START Data for this task

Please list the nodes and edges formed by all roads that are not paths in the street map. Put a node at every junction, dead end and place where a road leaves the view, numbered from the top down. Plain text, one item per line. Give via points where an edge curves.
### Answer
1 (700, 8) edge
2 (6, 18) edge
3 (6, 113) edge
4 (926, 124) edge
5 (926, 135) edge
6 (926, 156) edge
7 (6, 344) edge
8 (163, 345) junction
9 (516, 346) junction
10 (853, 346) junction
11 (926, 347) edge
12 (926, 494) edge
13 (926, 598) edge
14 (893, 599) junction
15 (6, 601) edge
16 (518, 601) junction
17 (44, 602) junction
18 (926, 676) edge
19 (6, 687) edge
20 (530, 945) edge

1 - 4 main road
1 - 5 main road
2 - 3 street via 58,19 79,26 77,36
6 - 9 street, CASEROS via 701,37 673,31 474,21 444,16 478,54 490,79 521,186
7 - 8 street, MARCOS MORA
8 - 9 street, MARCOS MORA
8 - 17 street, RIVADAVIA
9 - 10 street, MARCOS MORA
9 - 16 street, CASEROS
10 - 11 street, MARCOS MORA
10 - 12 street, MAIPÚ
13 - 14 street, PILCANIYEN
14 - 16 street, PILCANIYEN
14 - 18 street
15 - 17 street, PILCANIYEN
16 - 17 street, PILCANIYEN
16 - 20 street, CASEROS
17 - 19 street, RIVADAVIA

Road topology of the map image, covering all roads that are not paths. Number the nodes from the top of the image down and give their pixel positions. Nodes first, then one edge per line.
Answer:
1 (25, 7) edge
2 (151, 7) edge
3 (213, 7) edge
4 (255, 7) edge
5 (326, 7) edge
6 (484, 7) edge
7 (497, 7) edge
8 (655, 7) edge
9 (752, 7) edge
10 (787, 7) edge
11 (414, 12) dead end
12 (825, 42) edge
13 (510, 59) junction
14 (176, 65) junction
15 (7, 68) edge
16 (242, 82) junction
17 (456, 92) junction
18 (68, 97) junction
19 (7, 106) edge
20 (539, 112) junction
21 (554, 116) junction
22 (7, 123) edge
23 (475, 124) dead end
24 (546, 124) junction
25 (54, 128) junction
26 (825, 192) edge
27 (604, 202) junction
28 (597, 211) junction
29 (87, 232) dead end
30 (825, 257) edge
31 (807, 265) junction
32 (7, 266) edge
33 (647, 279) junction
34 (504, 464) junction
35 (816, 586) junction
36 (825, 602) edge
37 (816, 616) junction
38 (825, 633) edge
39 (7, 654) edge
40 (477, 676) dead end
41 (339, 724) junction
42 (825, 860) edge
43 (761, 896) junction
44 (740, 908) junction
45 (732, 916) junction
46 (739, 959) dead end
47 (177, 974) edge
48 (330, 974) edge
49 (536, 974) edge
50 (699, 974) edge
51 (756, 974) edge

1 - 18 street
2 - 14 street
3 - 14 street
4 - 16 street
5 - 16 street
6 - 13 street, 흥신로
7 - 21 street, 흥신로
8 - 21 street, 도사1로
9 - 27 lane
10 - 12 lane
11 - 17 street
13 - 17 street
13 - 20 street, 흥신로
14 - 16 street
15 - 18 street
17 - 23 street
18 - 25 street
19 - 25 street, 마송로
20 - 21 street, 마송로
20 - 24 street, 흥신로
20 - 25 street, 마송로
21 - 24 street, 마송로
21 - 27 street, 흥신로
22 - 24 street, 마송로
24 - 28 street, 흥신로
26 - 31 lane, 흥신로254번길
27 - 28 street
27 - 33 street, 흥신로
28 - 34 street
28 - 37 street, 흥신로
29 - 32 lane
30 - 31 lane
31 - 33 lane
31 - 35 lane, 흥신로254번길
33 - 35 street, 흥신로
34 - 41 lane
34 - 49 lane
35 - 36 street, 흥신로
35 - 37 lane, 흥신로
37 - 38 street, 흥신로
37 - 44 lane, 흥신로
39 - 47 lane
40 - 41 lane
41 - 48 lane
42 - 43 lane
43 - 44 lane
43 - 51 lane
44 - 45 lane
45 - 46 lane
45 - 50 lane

END Data for this task

The entries above should be repeated exactly, every one of them.

Please list the nodes and edges formed by all roads that are not paths in the street map. Put a node at every junction, dead end and place where a road leaves the view, numbered from the top down. Plain text, one item per line. Give via points where an edge curves.
### Answer
1 (700, 8) edge
2 (6, 18) edge
3 (6, 113) edge
4 (926, 124) edge
5 (926, 135) edge
6 (926, 156) edge
7 (6, 344) edge
8 (163, 345) junction
9 (516, 346) junction
10 (853, 346) junction
11 (926, 347) edge
12 (926, 494) edge
13 (926, 598) edge
14 (893, 599) junction
15 (6, 601) edge
16 (518, 601) junction
17 (44, 602) junction
18 (926, 676) edge
19 (6, 687) edge
20 (530, 945) edge

1 - 4 main road
1 - 5 main road
2 - 3 street via 58,19 79,26 77,36
6 - 9 street, CASEROS via 701,37 673,31 474,21 444,16 478,54 490,79 521,186
7 - 8 street, MARCOS MORA
8 - 9 street, MARCOS MORA
8 - 17 street, RIVADAVIA
9 - 10 street, MARCOS MORA
9 - 16 street, CASEROS
10 - 11 street, MARCOS MORA
10 - 12 street, MAIPÚ
13 - 14 street, PILCANIYEN
14 - 16 street, PILCANIYEN
14 - 18 street
15 - 17 street, PILCANIYEN
16 - 17 street, PILCANIYEN
16 - 20 street, CASEROS
17 - 19 street, RIVADAVIA

Road topology of the map image, covering all roads that are not paths. Number the nodes from the top of the image down and give their pixel positions. Nodes first, then one edge per line.
Answer:
1 (25, 7) edge
2 (151, 7) edge
3 (213, 7) edge
4 (255, 7) edge
5 (326, 7) edge
6 (484, 7) edge
7 (497, 7) edge
8 (655, 7) edge
9 (752, 7) edge
10 (787, 7) edge
11 (414, 12) dead end
12 (825, 42) edge
13 (510, 59) junction
14 (176, 65) junction
15 (7, 68) edge
16 (242, 82) junction
17 (456, 92) junction
18 (68, 97) junction
19 (7, 106) edge
20 (539, 112) junction
21 (554, 116) junction
22 (7, 123) edge
23 (475, 124) dead end
24 (546, 124) junction
25 (54, 128) junction
26 (825, 192) edge
27 (604, 202) junction
28 (597, 211) junction
29 (87, 232) dead end
30 (825, 257) edge
31 (807, 265) junction
32 (7, 266) edge
33 (647, 279) junction
34 (504, 464) junction
35 (816, 586) junction
36 (825, 602) edge
37 (816, 616) junction
38 (825, 633) edge
39 (7, 654) edge
40 (477, 676) dead end
41 (339, 724) junction
42 (825, 860) edge
43 (761, 896) junction
44 (740, 908) junction
45 (732, 916) junction
46 (739, 959) dead end
47 (177, 974) edge
48 (330, 974) edge
49 (536, 974) edge
50 (699, 974) edge
51 (756, 974) edge

1 - 18 street
2 - 14 street
3 - 14 street
4 - 16 street
5 - 16 street
6 - 13 street, 흥신로
7 - 21 street, 흥신로
8 - 21 street, 도사1로
9 - 27 lane
10 - 12 lane
11 - 17 street
13 - 17 street
13 - 20 street, 흥신로
14 - 16 street
15 - 18 street
17 - 23 street
18 - 25 street
19 - 25 street, 마송로
20 - 21 street, 마송로
20 - 24 street, 흥신로
20 - 25 street, 마송로
21 - 24 street, 마송로
21 - 27 street, 흥신로
22 - 24 street, 마송로
24 - 28 street, 흥신로
26 - 31 lane, 흥신로254번길
27 - 28 street
27 - 33 street, 흥신로
28 - 34 street
28 - 37 street, 흥신로
29 - 32 lane
30 - 31 lane
31 - 33 lane
31 - 35 lane, 흥신로254번길
33 - 35 street, 흥신로
34 - 41 lane
34 - 49 lane
35 - 36 street, 흥신로
35 - 37 lane, 흥신로
37 - 38 street, 흥신로
37 - 44 lane, 흥신로
39 - 47 lane
40 - 41 lane
41 - 48 lane
42 - 43 lane
43 - 44 lane
43 - 51 lane
44 - 45 lane
45 - 46 lane
45 - 50 lane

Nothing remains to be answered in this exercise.